> Task to complete
If a line below contains the word "Poethen", count it. Please give the total and nothing else.

· · · ·

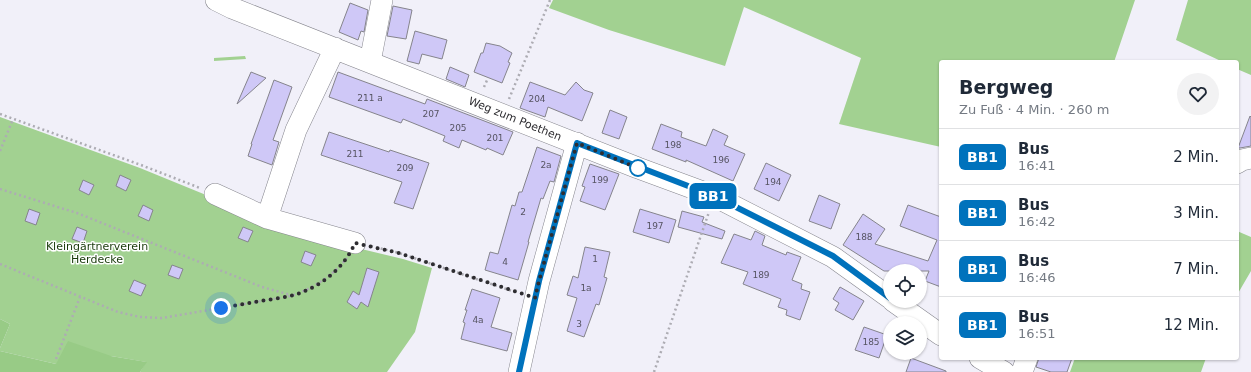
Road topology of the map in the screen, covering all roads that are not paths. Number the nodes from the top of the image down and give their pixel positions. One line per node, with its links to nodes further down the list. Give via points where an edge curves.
1 (216, 0): 3 (street, Weg zum Poethen)
2 (382, 0): 4 (street)
3 (335, 48): 4 (street, Weg zum Poethen); 9 (street, via 296,130)
4 (370, 62): 5 (street, Weg zum Poethen)
5 (577, 143): 11 (street, Weg zum Poethen, via 714,196 833,256); 16 (street, via 539,281)
6 (1251, 158): 7 (street)
7 (1239, 162)
8 (215, 194): 9 (street)
9 (267, 218): 10 (street)
10 (355, 243)
11 (883, 293)
12 (904, 308): 13 (street)
13 (939, 334)
14 (983, 360): 17 (street)
15 (1026, 360): 18 (street)
16 (519, 372)
17 (1004, 372)
18 (1022, 372)

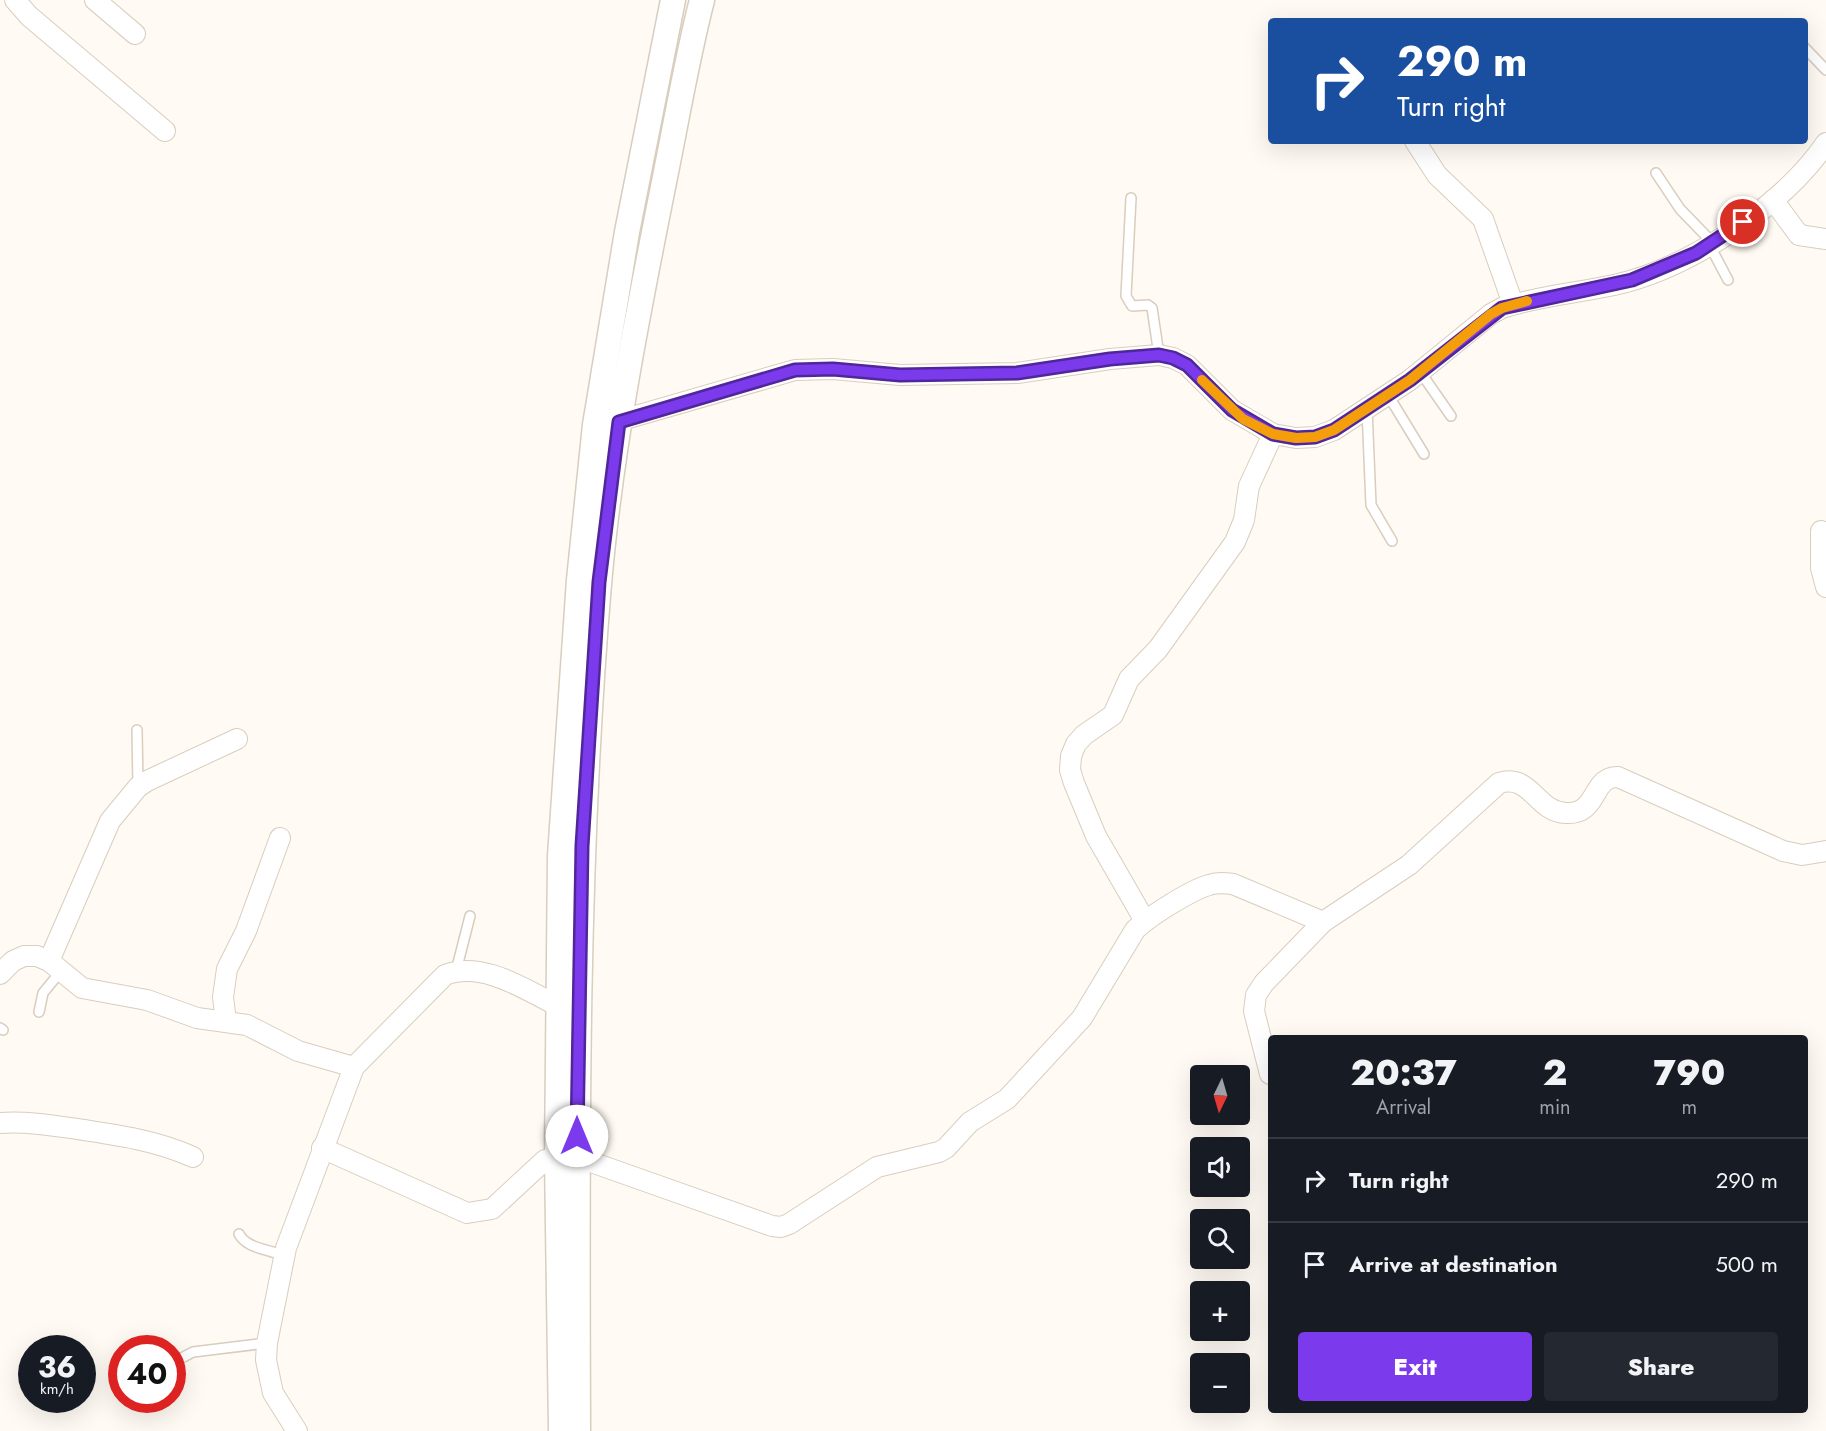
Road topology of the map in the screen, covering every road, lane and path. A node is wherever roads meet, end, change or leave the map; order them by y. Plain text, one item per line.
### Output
1 (15, 0) edge
2 (673, 0) edge
3 (702, 0) edge
4 (104, 2) edge
5 (135, 34) dead end
6 (1808, 51) edge
7 (1826, 70) edge
8 (165, 131) dead end
9 (1826, 142) edge
10 (1417, 144) edge
11 (1656, 173) dead end
12 (1131, 198) dead end
13 (1773, 200) junction
14 (1826, 239) edge
15 (1712, 245) junction
16 (1728, 280) dead end
17 (1514, 304) junction
18 (1159, 355) junction
19 (1421, 373) junction
20 (1388, 395) junction
21 (1367, 409) junction
22 (1451, 417) dead end
23 (619, 422) junction
24 (595, 425) junction
25 (1273, 434) junction
26 (1424, 454) dead end
27 (1821, 531) dead end
28 (1392, 541) dead end
29 (1826, 587) edge
30 (137, 730) dead end
31 (237, 739) dead end
32 (138, 787) junction
33 (280, 838) dead end
34 (1826, 851) edge
35 (470, 916) dead end
36 (1144, 921) junction
37 (1323, 922) junction
38 (55, 966) junction
39 (456, 971) junction
40 (0, 974) edge
41 (558, 1006) junction
42 (39, 1012) dead end
43 (226, 1022) junction
44 (354, 1067) junction
45 (1268, 1067) edge
46 (0, 1123) edge
47 (322, 1148) junction
48 (193, 1157) dead end
49 (567, 1158) junction
50 (238, 1234) dead end
51 (284, 1256) junction
52 (267, 1343) junction
53 (186, 1356) edge
54 (297, 1431) edge
55 (561, 1431) edge
56 (578, 1431) edge

1 - 8 street
2 - 24 street
3 - 23 street
4 - 5 street
6 - 7 lane
9 - 13 street
10 - 17 street
11 - 15 lane
12 - 18 lane
13 - 14 street
13 - 15 street
15 - 16 lane
15 - 17 street
17 - 19 street
18 - 23 street
18 - 25 street
19 - 20 street
19 - 22 lane
20 - 21 street
20 - 26 lane
21 - 25 street
21 - 28 lane
23 - 24 street
23 - 49 street
24 - 41 street
25 - 36 street
27 - 29 street
30 - 32 lane
31 - 32 street
32 - 38 street
33 - 43 street
34 - 37 street
35 - 39 lane
36 - 37 street
36 - 49 street
37 - 45 street
38 - 40 street
38 - 42 lane
38 - 43 street
39 - 41 street
39 - 44 street
41 - 49 street
43 - 44 street
44 - 47 street
46 - 48 street
47 - 49 street
47 - 51 street
49 - 55 street
49 - 56 street
50 - 51 lane
51 - 52 street
52 - 53 lane
52 - 54 street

· · · ·

> Task answer
4